I doubt any British citizen can be anything other than concerned at a week of revelations over BAE, the MoD, secret payments and the al-Yamamah arms deal.
To recap the last week:
June 7 – Revealed that a BBC probe has found that the arms company BAE has been secretly paying £1bn to Prince Bandar of Saudi Arabia in connection with Britain’s biggest ever weapons contract. Sir Menzies Campbell demands Tony Blair make a full statement to the House of Commons.
June 8 – Attorney General denies that he ordered information to be concealed from the OECD, the world’s anti-corruption watchdog, after the Serious Fraud Office said that it made the decisions about what to reveal ‘having regard to the need to protect national security’. It emerges the OECD is set to resume its enquiry into the affair.
June 11 – BBC Panorama alleges that BAE continued to make payments in return for arms contracts after the law changed in 2002, when the UK made bribery of foreign officials an offence, and also that the Ministry of Defence directly administered payments of more than £1bn to Prince Bandar.
June 13 – Campbell challenges Blair on the affair at PMQs – PM says responsibility for the arms deal and any secret payments rests with him.
June 14 – Attorney general admits in a letter to Sir Menzies Campbell that the SFO withheld some information from the OECD because of a fear of leaks. Also revealed that the US department of justice is preparing to open a corruption investigation into BAE.
June 15 – Guardian reveals that BAE bought a £75m Airbus plane for Prince Bandar as part of the arms deal.
There are a few points to emphasise :
· If, as Panorama alleges, BAE continued to make payments in return for arms contracts after the law changed in 2002 we need a full investigation to establish whether this amounted to criminal behaviour. If there has been any apparent breach of the anti-corruption legislation that would be a matter for the police.

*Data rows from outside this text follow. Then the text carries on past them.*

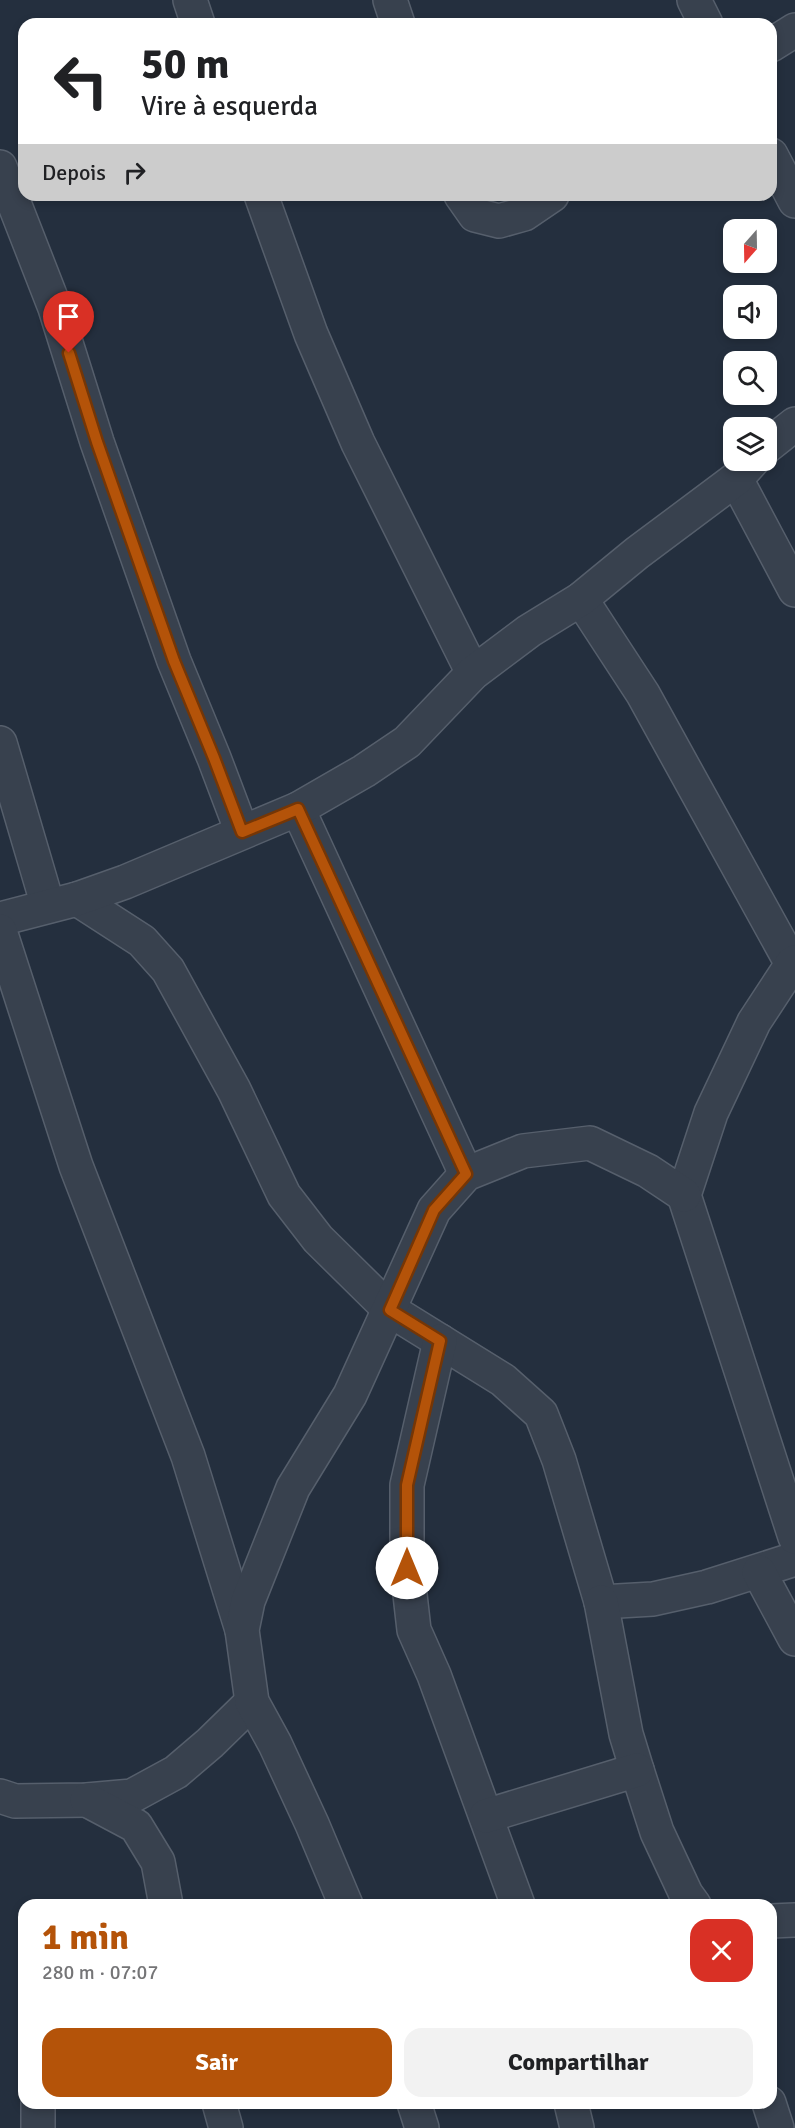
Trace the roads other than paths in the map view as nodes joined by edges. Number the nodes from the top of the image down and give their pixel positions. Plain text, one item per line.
1 (190, 0) edge
2 (390, 0) edge
3 (694, 0) edge
4 (196, 18) edge
5 (396, 18) edge
6 (703, 18) edge
7 (795, 30) edge
8 (777, 41) edge
9 (777, 166) edge
10 (0, 167) edge
11 (263, 201) edge
12 (465, 201) edge
13 (543, 201) edge
14 (795, 201) edge
15 (795, 424) edge
16 (777, 438) edge
17 (743, 471) edge
18 (744, 471) edge
19 (795, 590) edge
20 (581, 599) junction
21 (473, 674) junction
22 (0, 743) edge
23 (298, 809) junction
24 (242, 832) junction
25 (62, 903) junction
26 (0, 919) edge
27 (0, 932) edge
28 (793, 963) edge
29 (466, 1174) junction
30 (684, 1195) junction
31 (390, 1310) junction
32 (440, 1341) junction
33 (795, 1537) edge
34 (795, 1559) edge
35 (759, 1572) junction
36 (601, 1602) junction
37 (242, 1630) junction
38 (795, 1639) edge
39 (252, 1702) junction
40 (637, 1770) junction
41 (0, 1796) edge
42 (87, 1800) junction
43 (486, 1815) junction
44 (165, 1899) edge
45 (343, 1899) edge
46 (516, 1899) edge
47 (690, 1899) edge
48 (795, 1920) edge
49 (777, 1921) edge
50 (38, 2109) edge
51 (221, 2109) edge
52 (416, 2109) edge
53 (572, 2109) edge
54 (771, 2109) edge
55 (38, 2128) edge
56 (226, 2128) edge
57 (422, 2128) edge
58 (577, 2128) edge
59 (777, 2128) edge

1 - 4 street
2 - 5 street
3 - 6 street
7 - 8 street
9 - 14 street
10 - 24 street
11 - 21 street
12 - 13 street
15 - 16 street
17 - 20 street
18 - 19 street
20 - 21 street
20 - 28 street
21 - 23 street
22 - 25 street
23 - 24 street
23 - 29 street
24 - 25 street
25 - 26 street
25 - 31 street
27 - 37 street
28 - 30 street
29 - 30 street
29 - 31 street
30 - 33 street
31 - 32 street
31 - 37 street
32 - 36 street
32 - 43 street
34 - 35 street
35 - 36 street
35 - 38 street
36 - 40 street
37 - 39 street
39 - 42 street
39 - 45 street
40 - 43 street
40 - 47 street
41 - 42 street
42 - 44 street
43 - 46 street
48 - 49 street
50 - 55 street
51 - 56 street
52 - 57 street
53 - 58 street
54 - 59 street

· The Prime Minister must tell us what payments have been made since 2002, what he knew about these payments and when he knew? And what legal advice he took after these payments after the law changed here in 2002?
· I am pleased that the Liberal Democrats have said they will not rest until there is proper ministerial accountability for what appears to be totally unacceptable conduct which completely undermines anti-corruption legislation.
On Wednesday, Lord Chidgey’s Corruption Bill completed its passage through the Lords. The Bill aims to tighten the laws on British companies operating abroad, following criticism of current rules by the OECD. The Liberal Democrats are calling on the government to support the Bill.